Jesse and Celine on the other hand point out the problems in the world and in each other. Delpy goes on a wonderful roll in this sequence, first telling an anecdote about how rats who discovered a way to easily orgasm wound up killing themselves, then donning a Marilyn Monroe accent and turning Hawke into putty in her hands. Aside from being Delpy’s best performance in the franchise, it’s a moment that triples as hilariously charming, a scathing critique of the male sensibility and a reason for why we fell in love with Celine in the first place.
This is casual jabbing at first, part of what appears to be a healthy relationship, but once confined to a private hotel room for the evening, “Midnight” makes us endure a devastatingly lengthy argument at the brink of the franchise’s most steamy, sexual moment.
Jesse trades passive aggressive barbs and Celine jumps to horrible conclusions for nearly a third of the movie’s duration, and it’s a painful sit. Unlike the marital drama to be found in “A Separation” and “Blue Valentine” where we sympathize with both parties and both appear to be right, Celine and Jesse may both be in the wrong, each using their wit and intellect to one-up the other until everything collapses.
With this, “Midnight” treads ground the franchise has never explored before. It’s heavy, free of philosophy and big on ad-hominem attacks.
But it’s also Linklater breaking out of his shell in his cinematography. “Sunrise” and “Sunset” were built on their backwards tracking shots, pairing the two of them together in an imperfect symmetry. Now seeing Jesse from afar lying on a bed and Celine sitting arms crossed on a couch has never felt so lonely.

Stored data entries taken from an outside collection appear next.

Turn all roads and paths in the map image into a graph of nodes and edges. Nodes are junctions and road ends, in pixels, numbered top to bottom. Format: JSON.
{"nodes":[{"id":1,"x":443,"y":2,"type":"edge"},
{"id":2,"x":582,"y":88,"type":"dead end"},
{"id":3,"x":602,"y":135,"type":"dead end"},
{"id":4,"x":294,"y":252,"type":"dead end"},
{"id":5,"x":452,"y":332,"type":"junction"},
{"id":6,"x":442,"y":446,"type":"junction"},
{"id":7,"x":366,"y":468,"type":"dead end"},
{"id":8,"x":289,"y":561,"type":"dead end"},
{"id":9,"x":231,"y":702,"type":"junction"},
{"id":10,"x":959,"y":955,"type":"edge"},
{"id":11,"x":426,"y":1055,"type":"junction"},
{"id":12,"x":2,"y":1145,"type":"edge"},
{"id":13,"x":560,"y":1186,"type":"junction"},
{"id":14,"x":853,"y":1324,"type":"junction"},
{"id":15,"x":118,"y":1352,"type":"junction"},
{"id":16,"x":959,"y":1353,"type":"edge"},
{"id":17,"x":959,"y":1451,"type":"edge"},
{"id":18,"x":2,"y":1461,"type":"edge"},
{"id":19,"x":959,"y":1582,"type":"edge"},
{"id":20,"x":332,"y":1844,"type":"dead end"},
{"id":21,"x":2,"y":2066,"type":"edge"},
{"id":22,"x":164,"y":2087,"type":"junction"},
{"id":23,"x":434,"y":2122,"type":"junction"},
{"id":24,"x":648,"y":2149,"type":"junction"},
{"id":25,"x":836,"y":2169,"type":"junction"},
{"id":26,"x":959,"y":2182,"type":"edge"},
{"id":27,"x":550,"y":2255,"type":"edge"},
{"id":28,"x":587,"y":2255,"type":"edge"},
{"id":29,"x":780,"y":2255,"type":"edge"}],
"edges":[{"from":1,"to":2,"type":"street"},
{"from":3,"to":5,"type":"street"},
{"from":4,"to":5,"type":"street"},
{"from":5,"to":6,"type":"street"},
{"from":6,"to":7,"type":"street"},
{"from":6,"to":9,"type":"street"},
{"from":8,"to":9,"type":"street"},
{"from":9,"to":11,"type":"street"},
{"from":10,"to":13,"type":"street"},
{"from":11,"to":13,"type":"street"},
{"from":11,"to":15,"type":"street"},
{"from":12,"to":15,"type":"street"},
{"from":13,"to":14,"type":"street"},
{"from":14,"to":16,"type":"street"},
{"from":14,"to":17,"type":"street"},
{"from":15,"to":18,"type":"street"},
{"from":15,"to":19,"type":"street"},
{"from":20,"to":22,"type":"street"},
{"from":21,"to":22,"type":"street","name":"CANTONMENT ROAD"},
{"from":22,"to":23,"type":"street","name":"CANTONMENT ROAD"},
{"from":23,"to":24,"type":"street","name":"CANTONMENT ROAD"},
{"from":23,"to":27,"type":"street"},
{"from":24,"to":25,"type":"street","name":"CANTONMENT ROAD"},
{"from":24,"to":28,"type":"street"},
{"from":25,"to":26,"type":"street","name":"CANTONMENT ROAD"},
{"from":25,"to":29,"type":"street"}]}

In these shots, you can see the rift growing between them. And in another motionless shot resting on the hood of their car, Linklater shows us the tedium in their conversation. It’s a shot inspired by Abbas Kiarostami’s “Certified Copy” (itself a movie borrowing from “Sunrise” and “Sunset”), but without Kiarostami’s hypnotic reflections on the windshield. Without those, we know Jesse and Celine’s conversation has evolved to the point they know each other well, but there’s little new to see.
“This is love,” Jesse dejectedly admits to Celine. “It’s not perfect, but it’s real, and if you can’t see it, then you’re blind.” A truth like this hits hard during Linklater’s depressing and painful third act. It will not be an easy sit for many, and not the touching romance they were hoping for. But like Jesse, I give up if you still need something different.
4 stars
Nice write up Brian. I loved Midnight, perhaps even more so than Sunrise and Sunset. It felt a lot less fairytale to me, a lot more grounded in the real world as we see that their relationship isn’t as perfect as we’ve been led to believe. That third act was a really difficult watch and so tense. I’m still unsure about the ending though. Part of me liked it’s ambiguity but part of me thinks it was just a little too abrupt. I mean, Celine seems to change her mind almost like a flick of a switch, which felt a little odd. Still, probably my favourite film so far this year.

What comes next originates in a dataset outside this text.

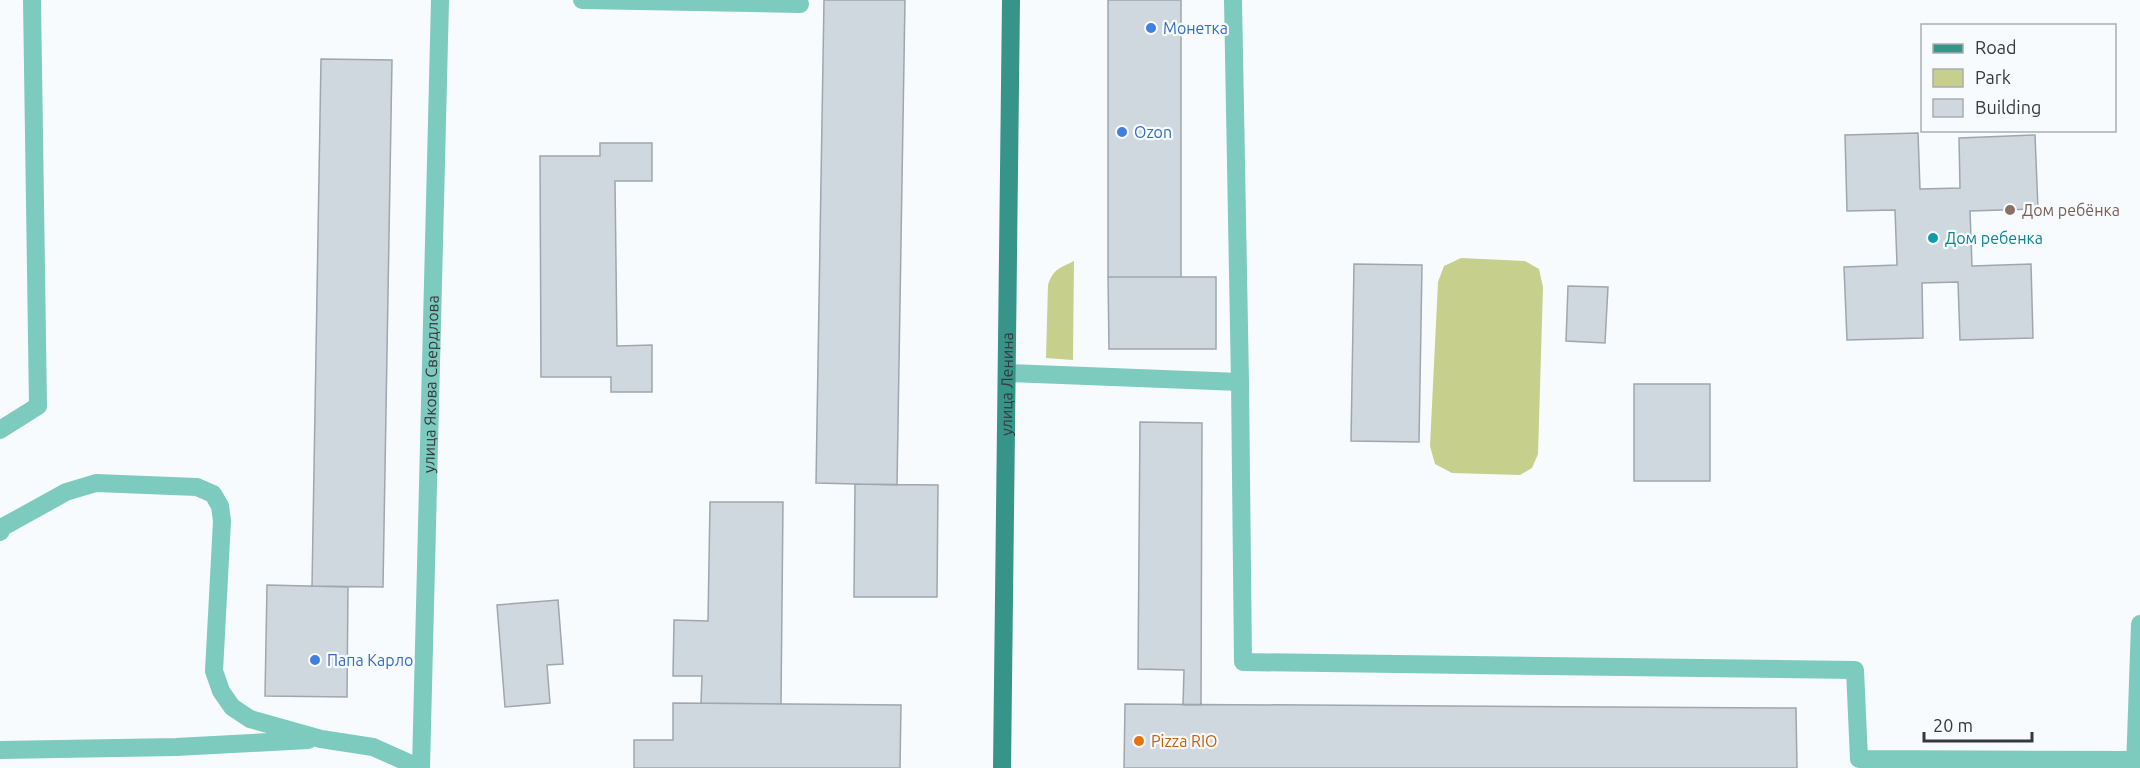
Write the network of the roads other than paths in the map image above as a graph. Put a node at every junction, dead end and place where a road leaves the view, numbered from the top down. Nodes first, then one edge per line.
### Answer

Couldn’t agree with you more. Part of what I liked about “Sunrise” however, despite feeling very down to Earth and non-Hollywood in so many ways, is that it IS a fantasy in some ways. Midnight doesn’t try that, or maybe its fantasy is that after 9 years these two can still talk at all. But that close to last line that I close my review with, that’s what made it all hit home for me, that this isn’t a fantasy and even an indie movie shouldn’t be all “feel-good” but that this is reality. Maybe the ambiguous nature of it now means that if there’s a next movie, they won’t be together or something. It’s definitely up there as a favorite for me.
Good review Brian. Such a heartbreaking movie, if only because of the emotions we have invested into them throughout the years. Obviously, we don’t know if we’re going to get another one in 9 years, but if we do, I will have no problem with that whatsoever.